Welcome back, jihad.


[1] Credit where credit is due: unless otherwise cited, Oklahoma City is my primary source on the bombing, and just generally a fantastic book and example of investigative journalism.

[2] I come across as pretty negative about conspiracy theories in this article, and I largely am, but I do think that Oklahoma City lays out a compelling case that other members of the radical right were involved in the bombing, and that intelligence failures allowed them to both commit it and effectively walk free. Here I focus largely on the accounts of the bombing I find less believable (the Middle Eastern connection; an inside job; American Terrorist).

[3] Iran gives us countless examples of this: for instance, in The Coup: 1953, The CIA, and The Roots of Modern U.S.-Iranian Relations, his history of the overthrow of Iran’s populist Prime Minister Mohammad Mossadegh, Abrahamian writes about how, in the leadup to the coup, its plotters began accusing Hossein Fatemi, Mossadegh’s Minister of Foreign Affairs, of being “a homosexual, a convert to Christianity and Baha’ism, [who] had been expelled from a missionary school for stealing money”. Fatemi was one of only two major figures in Mossadegh’s coalition government who was executed following the coup.

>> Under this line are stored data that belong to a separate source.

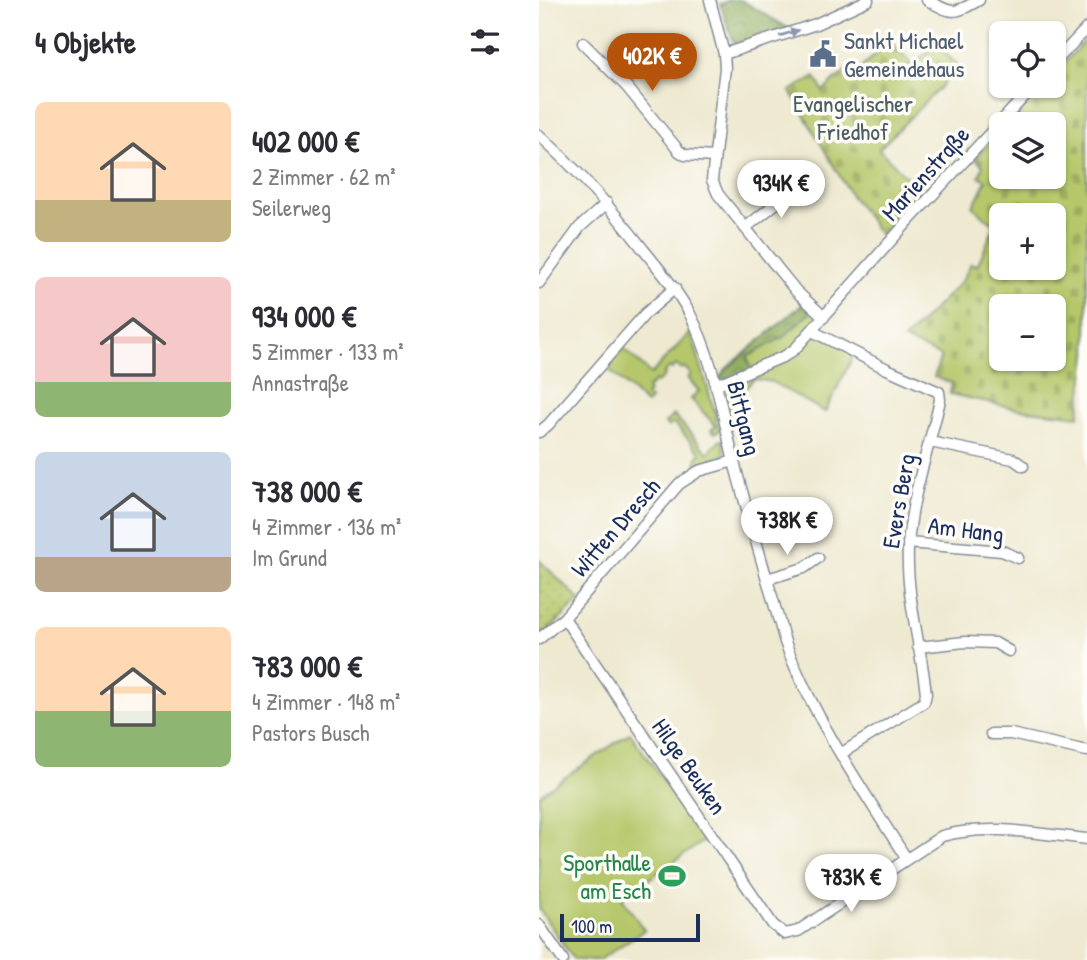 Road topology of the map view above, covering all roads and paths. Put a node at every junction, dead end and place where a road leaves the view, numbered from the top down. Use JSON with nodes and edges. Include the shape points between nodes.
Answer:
{"nodes":[{"id":1,"x":710,"y":0,"type":"edge"},
{"id":2,"x":868,"y":0,"type":"edge"},
{"id":3,"x":927,"y":0,"type":"edge"},
{"id":4,"x":979,"y":0,"type":"edge"},
{"id":5,"x":1087,"y":29,"type":"edge"},
{"id":6,"x":583,"y":43,"type":"dead end"},
{"id":7,"x":1066,"y":51,"type":"edge"},
{"id":8,"x":724,"y":54,"type":"junction"},
{"id":9,"x":1023,"y":98,"type":"edge"},
{"id":10,"x":539,"y":135,"type":"edge"},
{"id":11,"x":713,"y":157,"type":"junction"},
{"id":12,"x":798,"y":186,"type":"dead end"},
{"id":13,"x":607,"y":203,"type":"junction"},
{"id":14,"x":745,"y":228,"type":"junction"},
{"id":15,"x":539,"y":283,"type":"edge"},
{"id":16,"x":675,"y":288,"type":"junction"},
{"id":17,"x":824,"y":317,"type":"junction"},
{"id":18,"x":813,"y":331,"type":"junction"},
{"id":19,"x":715,"y":385,"type":"junction"},
{"id":20,"x":539,"y":432,"type":"edge"},
{"id":21,"x":930,"y":442,"type":"junction"},
{"id":22,"x":734,"y":461,"type":"junction"},
{"id":23,"x":1023,"y":466,"type":"dead end"},
{"id":24,"x":908,"y":543,"type":"junction"},
{"id":25,"x":818,"y":558,"type":"dead end"},
{"id":26,"x":1018,"y":558,"type":"dead end"},
{"id":27,"x":767,"y":579,"type":"junction"},
{"id":28,"x":564,"y":618,"type":"junction"},
{"id":29,"x":539,"y":639,"type":"edge"},
{"id":30,"x":918,"y":647,"type":"junction"},
{"id":31,"x":1009,"y":650,"type":"dead end"},
{"id":32,"x":991,"y":734,"type":"dead end"},
{"id":33,"x":1087,"y":751,"type":"edge"},
{"id":34,"x":842,"y":754,"type":"junction"},
{"id":35,"x":1087,"y":839,"type":"edge"},
{"id":36,"x":906,"y":858,"type":"junction"},
{"id":37,"x":539,"y":925,"type":"edge"},
{"id":38,"x":561,"y":959,"type":"edge"}],
"edges":[{"from":1,"to":8,"type":"street"},
{"from":8,"to":2,"type":"street","one_way":true,"via":[[817,24]]},
{"from":3,"to":4,"type":"street","via":[[958,12]]},
{"from":5,"to":7,"type":"street"},
{"from":6,"to":11,"type":"street","via":[[627,87],[679,151]]},
{"from":8,"to":11,"type":"street"},
{"from":9,"to":17,"type":"street","name":"Marienstraße"},
{"from":10,"to":13,"type":"street","name":"Bittgang"},
{"from":11,"to":14,"type":"street","via":[[717,194]]},
{"from":12,"to":14,"type":"street"},
{"from":13,"to":15,"type":"street","via":[[580,227]]},
{"from":13,"to":16,"type":"street","name":"Bittgang"},
{"from":14,"to":17,"type":"street","via":[[796,291]]},
{"from":16,"to":19,"type":"street","name":"Bittgang","via":[[700,335]]},
{"from":16,"to":20,"type":"street","via":[[645,314]]},
{"from":17,"to":18,"type":"street","name":"Marienstraße"},
{"from":18,"to":19,"type":"street","name":"Marienstraße","via":[[785,356]]},
{"from":18,"to":21,"type":"street","name":"Evers Berg","via":[[939,392]]},
{"from":19,"to":22,"type":"street","name":"Bittgang"},
{"from":21,"to":23,"type":"street","via":[[1013,459]]},
{"from":21,"to":24,"type":"street","name":"Evers Berg"},
{"from":22,"to":27,"type":"street","name":"Bittgang"},
{"from":22,"to":28,"type":"street","name":"Witten Dresch","via":[[699,471],[679,484]]},
{"from":24,"to":26,"type":"street","name":"Am Hang","via":[[1002,551]]},
{"from":24,"to":30,"type":"street","name":"Evers Berg"},
{"from":25,"to":27,"type":"street","via":[[804,568]]},
{"from":27,"to":34,"type":"street","name":"Bittgang","via":[[794,666]]},
{"from":28,"to":29,"type":"street","name":"Witten Dresch"},
{"from":28,"to":36,"type":"street","name":"Hilge Beuken","via":[[773,925],[785,934],[798,931]]},
{"from":30,"to":31,"type":"street","via":[[965,642],[995,643]]},
{"from":30,"to":34,"type":"street","name":"Evers Berg","via":[[924,702]]},
{"from":32,"to":33,"type":"street"},
{"from":34,"to":36,"type":"street","name":"Bittgang"},
{"from":35,"to":36,"type":"street","via":[[991,829],[961,831],[942,836]]},
{"from":37,"to":38,"type":"street"}]}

Continuing this trend, in the 1979 revolution, one of the most common charges against the overthrown Shah, whose power was consolidated with Mossadegh’s displacement, was that he was a British agent, a homosexual, and a puppet of freemasons. Nowadays, its diasporic opponents often accuse the Islamist government which succeeded the Shah of being brought to power by a conspiracy of the Iranian military acting under the orders of Jimmy Carter.

[4] My source for the Middle Eastern conspiracy’s life comes from Oklahoma City’s “Expanded Edition”—a digital version of the book that contains cut sections and supplementary photographic/video material—which isn’t sold by HarperCollins anymore.

[5] Lest someone take issue to my lumping in of the Iraq WMD reporting with the other conspiracies—or even my referring to it as a conspiracy theory at all—Judith Miller, The New York Times reporter who would become the primary proponent of the WMDs theory, had previously co-written a book with Mylroie on Saddam.

[6] Vidal’s hatred for Bush serves as an amusing mirror to another curio surrounding the bombing: in an attempt to convince Andrew Gumbel—one of Oklahoma City’s authors—that he wasn’t involved in the bombing, Dave Holloway, a flamboyant white supremacist lawyer, said that “The guys weren’t exactly the brightest bulbs on the tree. . . . If they had had any kind of guidance—if I’d been doing it—there would have been nothing left of the building”.

Of course, Vidal still believed that Bush had foreknowledge of 9/11 and allowed it to happen. The jury’s still out on whether the same is true of Holloway—who had fielded a ranting phone call about Waco from McVeigh the day before the bombing—regarding Oklahoma City.

[7] Gumbel’s personal reading of McVeigh is also from the Expanded Edition.

[8] Negarestani highlights Vietnam in an extension of his obsession with oil—napalm is a petrochemical, after all—and, if nothing else, the Gulf War represented NAM-ification driven into overkill: oil fires, armory bombings releasing clouds of Iraqi nerve agents into the air, depleted uranium weapons and chemical pesticides.

[9] McVeigh, as with most far-right militants, was an obsessive conspiracist himself, a connection I probably don’t fully probe the explanatory possibilities of in my general attempt to not belabor every last point of correspondence between Oklahoma City and Cyclonopedia.